To get high CO one has to ‘force’ the production of it such as in a hot, choked, air-inadequate fire. Then one can see the CO/CO2 reach 30% or more. It is not uncommon to see 25% in poorly constructed stoves, but not at the end. Little well-aerated char fires stabilise in that 12-16% range. 

  

It is often said that “the CO is really high”. That is relative true compared with a really good fire, but CO is highest in hot, bad fires where there is enough energy to create a high burn rate and poor mixing or poor combustion. 

  

>From Andrew: 

Your palangay way looks like it is a good candidate for retained heat 
cooking. 



Even so the method you mention of allowing char embers to burn out and 
produce the remaining necessary heat need not necessarily produce a 
lot of CO. This is because the conditions for a full CO generator 
require the char to be hot and deep so that oxygen first encountering 
a hot piece of char will dissociate on the char surface and form CO2, 
this CO2 then would only be reduced to CO if it encountered another 
bit of hot char in the absence of any other oxygen, this reduction to 
CO is also endothermic, so it lowers temperature. Hence if the char 
bed is shallow and heat is being radiated from it little CO need form 
but some always will. 



CRISPIN & ANDREW, THANK YOU! - I take comfort from what you have shared.  It encourages me to go on practising the Philippine cultural  tradition of cooking rice or corn last  the "palangay" way.  

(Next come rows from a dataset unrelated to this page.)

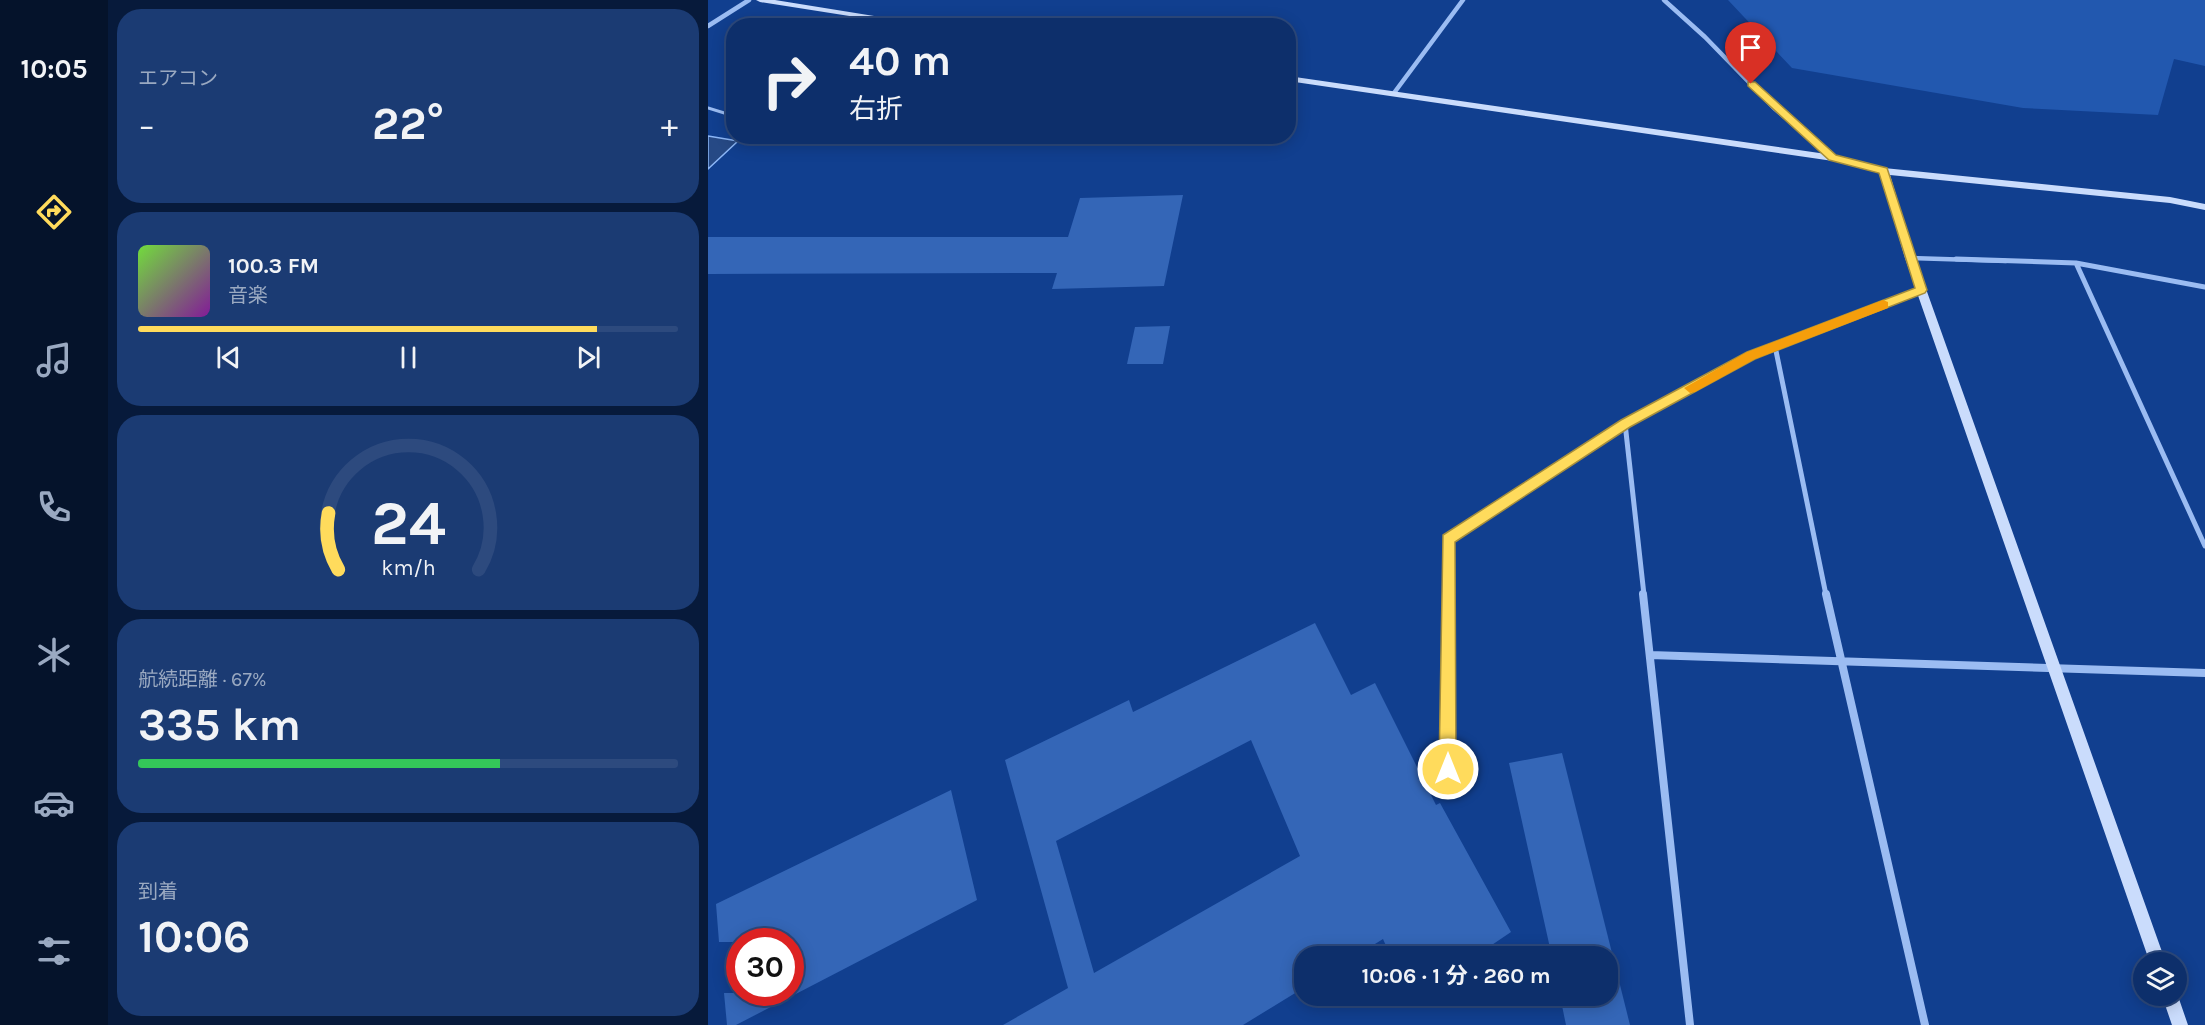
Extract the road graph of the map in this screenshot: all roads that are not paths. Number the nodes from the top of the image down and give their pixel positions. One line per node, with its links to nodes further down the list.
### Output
1 (749, 0): 6 (street)
2 (760, 0): 5 (street)
3 (1463, 0): 8 (street)
4 (1664, 0): 11 (street)
5 (879, 18)
6 (708, 26)
7 (1296, 79): 8 (street)
8 (1394, 93): 11 (street)
9 (708, 108): 10 (lane)
10 (726, 114)
11 (1833, 158): 12 (street)
12 (1884, 171): 13 (street); 14 (street)
13 (2205, 207)
14 (1910, 258): 15 (street); 17 (street)
15 (2076, 262): 16 (street); 20 (street)
16 (2205, 287)
17 (1921, 290): 18 (street); 23 (street)
18 (1774, 346): 19 (street); 22 (street)
19 (1625, 423): 21 (street); 25 (street)
20 (2205, 546)
21 (1650, 655): 22 (street); 28 (street)
22 (1840, 662): 23 (street); 29 (street)
23 (2054, 669): 24 (street); 26 (street)
24 (2205, 673)
25 (1448, 769)
26 (2154, 952)
27 (2173, 1006): 30 (street)
28 (1690, 1025)
29 (1925, 1025)
30 (2180, 1025)

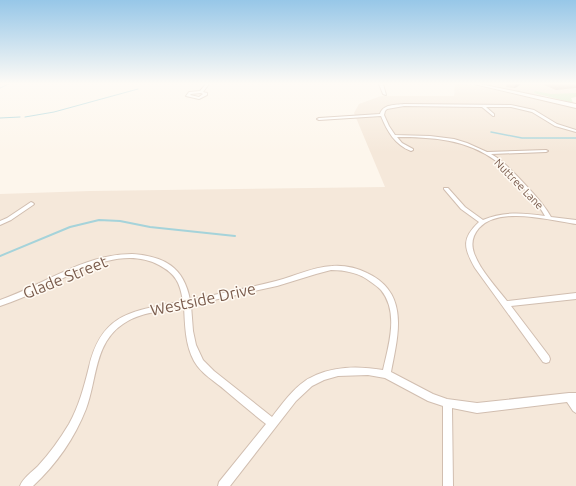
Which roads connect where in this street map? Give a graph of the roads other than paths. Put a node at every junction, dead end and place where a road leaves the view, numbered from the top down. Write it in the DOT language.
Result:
graph roads {
  1 [pos="484,106"];
  2 [pos="392,107"];
  3 [pos="508,107"];
  4 [pos="493,115"];
  5 [pos="382,116"];
  6 [pos="319,119"];
  7 [pos="576,131"];
  8 [pos="393,136"];
  9 [pos="411,150"];
  10 [pos="546,151"];
  11 [pos="488,153"];
  12 [pos="446,189"];
  13 [pos="31,204"];
  14 [pos="549,218"];
  15 [pos="483,222"];
  16 [pos="576,222"];
  17 [pos="0,223"];
  18 [pos="576,296"];
  19 [pos="0,302"];
  20 [pos="187,303"];
  21 [pos="505,304"];
  22 [pos="546,360"];
  23 [pos="386,374"];
  24 [pos="572,397"];
  25 [pos="447,403"];
  26 [pos="576,408"];
  27 [pos="272,423"];
  28 [pos="25,486"];
  29 [pos="223,486"];
  30 [pos="448,486"];
  1 -- 4 [label="street"];
  2 -- 5 [label="street"];
  3 -- 7 [label="street"];
  5 -- 6 [label="street"];
  5 -- 8 [label="street"];
  8 -- 9 [label="street"];
  8 -- 11 [label="street, Nuttree Lane"];
  10 -- 11 [label="street"];
  11 -- 14 [label="street, Nuttree Lane"];
  12 -- 15 [label="street"];
  13 -- 17 [label="street"];
  14 -- 15 [label="street"];
  14 -- 16 [label="street"];
  15 -- 21 [label="street"];
  18 -- 21 [label="street"];
  19 -- 20 [label="street, Glade Street"];
  20 -- 23 [label="street, Westside Drive"];
  20 -- 27 [label="street, Glade Street"];
  20 -- 28 [label="street, Westside Drive"];
  21 -- 22 [label="street"];
  23 -- 25 [label="street"];
  23 -- 27 [label="street"];
  24 -- 25 [label="street"];
  24 -- 26 [label="street"];
  25 -- 30 [label="street"];
  27 -- 29 [label="street"];
}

I have one last question on the CO.  How quickly (or slowly) does the CO change to CO2 once it is released to the open air through a chimney or by diffusion from a stove? 

Now back to the Whirly Pinay TLUD clay stove videos and photos. 

Cooking Bam-i & Rice with Whirly Pinay TLUD Stove, Eco-Kalan Project, June 11, 2015 

https://youtu.be/HZhHzQUfrGk 

  

 June 11, 2015 Cooking Bam-i and Rice with Whirly Pinay TLUD Clay Stove,  Eco-Kalan Project 

https://plus.google.com/photos/113101643783889350444/albums/6159008359940818145 

  

My Comments: 

1.  Cooking with the Whirly Pinay can be fun when you start with a "dead" and dry firewood and a strong fire.  We don't have a moisture measuring device at Felipa Beach so we put our pre-cut wood  in the sun for at least 3 days and store  the dry fuel in a covered container.  Dry firewood makes starting a strong fire easy.  We use kerosene to start a fire and make sure there is sufficient primary air to produce a strong flame before containing the wood gas in a combustion chamber with inlets for the secondary air.  I prefer to close the supply of primary air during pyrolysis and to open it to burn the char when cooking rice or soup with leafy vegetables or fish and other seafood at the end.  

  

2.  As a cook using firewood for fuel,  I make my decisions on what to do with the char on the basis of its best use.  A burning char is best for keeping the food hot without burning the food at the bottom of the pot until it is time to serve.  It is best for foods that cook readily and do not require high heat like omelettes, shrimps, and sauces. 

  

3.  As a baker using a Bingka Clay Oven heated by a Whirly Pinay Stove fuelled with wood, I make my decision on what to do with the char on the basis of its best use also.  In the baking I have done so far, the oven temperature has to be around  500 degrees Fahrenheit.  Burning the char cannot produce sufficient heat to maintain that high a temperature so it does not make sense to burn it.  Instead,  I save it and mix it with sand and organic matter of which I have plenty of at Felipa Beach.  Have a look at the video and photos below. 

  

  Baking Hopia with Bingka Oven & Whirly Pinay TLUD Stove, Eco-Kalan Project, July 30, 2015 

  https://youtu.be/vHfSjZINxUA 

  

July 30, 2015 Baking Hopia with Bingka Oven and Whirly Pinay TLUD Clay Stove, Eco-Kalan Project 

  https://plus.google.com/photos/113101643783889350444/albums/6178681391871082273 

  

Warm regards, 

Rebecca Vermeer 

Eco-Kalan Project in the Philippines 

  

  

   
----- Original Message -----

From: "Ronal W. Larson" <rongretlarson at comcast.net> 
To: "Discussion of biomass" <stoves at lists.bioenergylists.org> 
Cc: "Rebecca A. Vermeer" <ravermeer at telus.net>, "Roberto Poehlmann" <Roberto.Poehlmann at grupogtd.com>, "Paul Anderson" <psanders at ilstu.edu>, "Crispin Pemberton-Pigott" <crispinpigott at outlook.com> 
Sent: Tuesday, August 4, 2015 4:38:22 PM 
Subject: Re: [Stoves] Charcoal burning, secondary flame vs no flame 

List and ccs 

1.  I think we should first try to answer the original question from Mr.  Poehlmann - which I take to be whether it is better to burn char in the TLUD or in another device.  I think the exchanges below say clearly that the answer is the latter. 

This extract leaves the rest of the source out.